There is a notion of (global) slopes for both equations. It is known that they admit smooth solutions with the global slopes if and only if certain Nakai-Moishezon (NM) type criterion holds. In the first part, our aim is to find some appropriate singular solutions of the equations when the NM-type criterion fails–this is the so-called unstable case. An algebro-geometric characterization of the slopes is formulated – which we call the minimal J-slope for the J-equation and the maximal dHYM-slope for the dHYM equation. There is a natural weak (i.e. singular) version of the equations replacing the standard wedge product with a more generalized product, called the non-pluripolar product. We settle the existence and uniqueness problem for the singular J and dHYM equation on compact Kahler surfaces. More precisely, for the J-equation we show that there exists a unique closed $(1,1)$-Kahler current solving the singular J-equation on a compact K"ahler surface with the minimal J-slope. Analogous result is established for the singular dHYM equation on compact Kahler surfaces with the maximal dHYM-slope. Furthermore, we conjecture analogous existence and uniqueness result for higher dimensions.

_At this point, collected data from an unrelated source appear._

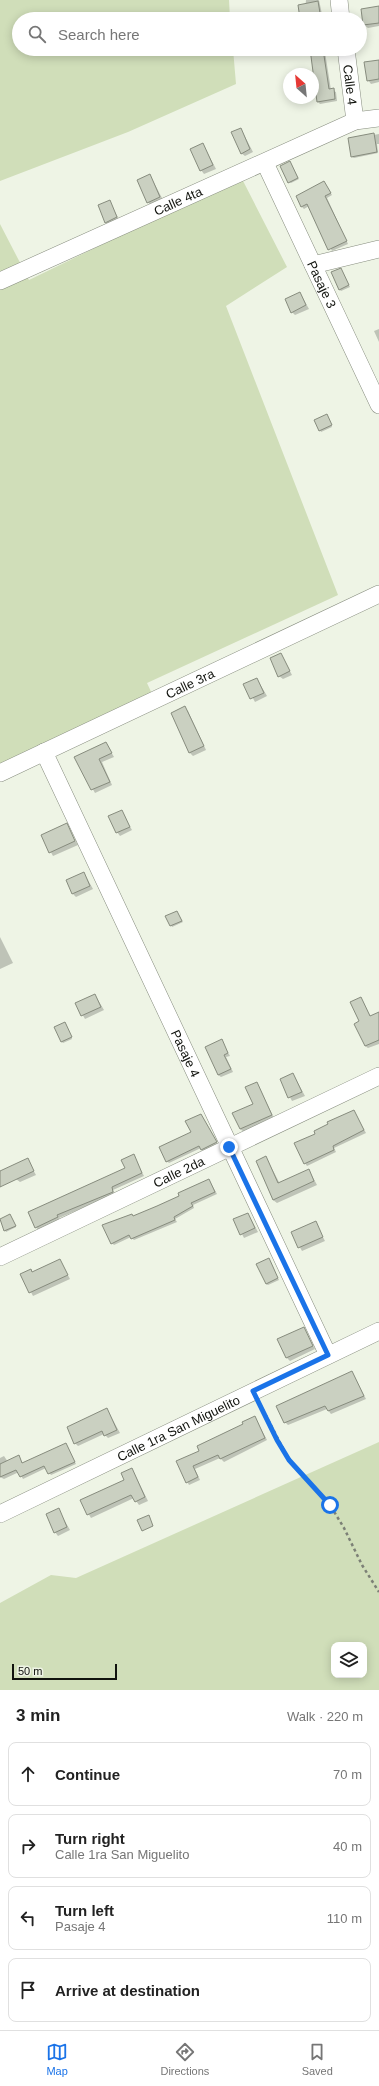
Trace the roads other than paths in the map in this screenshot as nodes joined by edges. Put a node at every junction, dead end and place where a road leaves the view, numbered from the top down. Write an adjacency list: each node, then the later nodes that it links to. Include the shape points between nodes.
1 (339, 0): 2 (street)
2 (341, 12)
3 (347, 56): 5 (street, Calle 4)
4 (379, 118): 5 (street, Calle 4ta)
5 (355, 121): 6 (street, Calle 4ta)
6 (265, 163): 8 (street, Pasaje 3); 9 (street, Calle 4ta)
7 (379, 249): 8 (street)
8 (313, 265): 10 (street, Pasaje 3)
9 (0, 281)
10 (379, 405)
11 (379, 594): 12 (street, Calle 3ra)
12 (44, 752): 13 (street, Calle 3ra); 15 (street, Pasaje 4)
13 (0, 772)
14 (379, 1076): 15 (street, Calle 2da)
15 (229, 1147): 16 (street, Calle 2da); 18 (street, Pasaje 4)
16 (0, 1257)
17 (379, 1331): 18 (street, Calle 1ra San Miguelito)
18 (328, 1355): 19 (street, Calle 1ra San Miguelito)
19 (0, 1514)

In the second part, we study the convergence behaviour of the J-flow, which is the parabolic version of the J-equation, on certain generalized projective bundles using the Calabi Symmetry in the J-unstable case. An invariant version of the minimal J-slope is introduced for these bundles. Furthermore, we show that the flow converges to some unique limit in the weak sense of currents, and the limiting current solves the singular J-equation with the invariant minimal J-slope. This result resolves the invariant version of our conjecture for the J-equation on these examples with symmetry.

In the third part, we study the convergence behaviour of a flow, called the cotangent flow, for the dHYM equation in the dHYM-unstable case on the blowup of $\mathbb{C}\mathbb{P}^2$ or $\mathbb{C}\mathbb{P}^3$. Analogous to our results in the second part, we show that the flow converges to some unique limit, and the limiting current solves the singular dHYM equation with the (invariant) maximal dHYM-slope.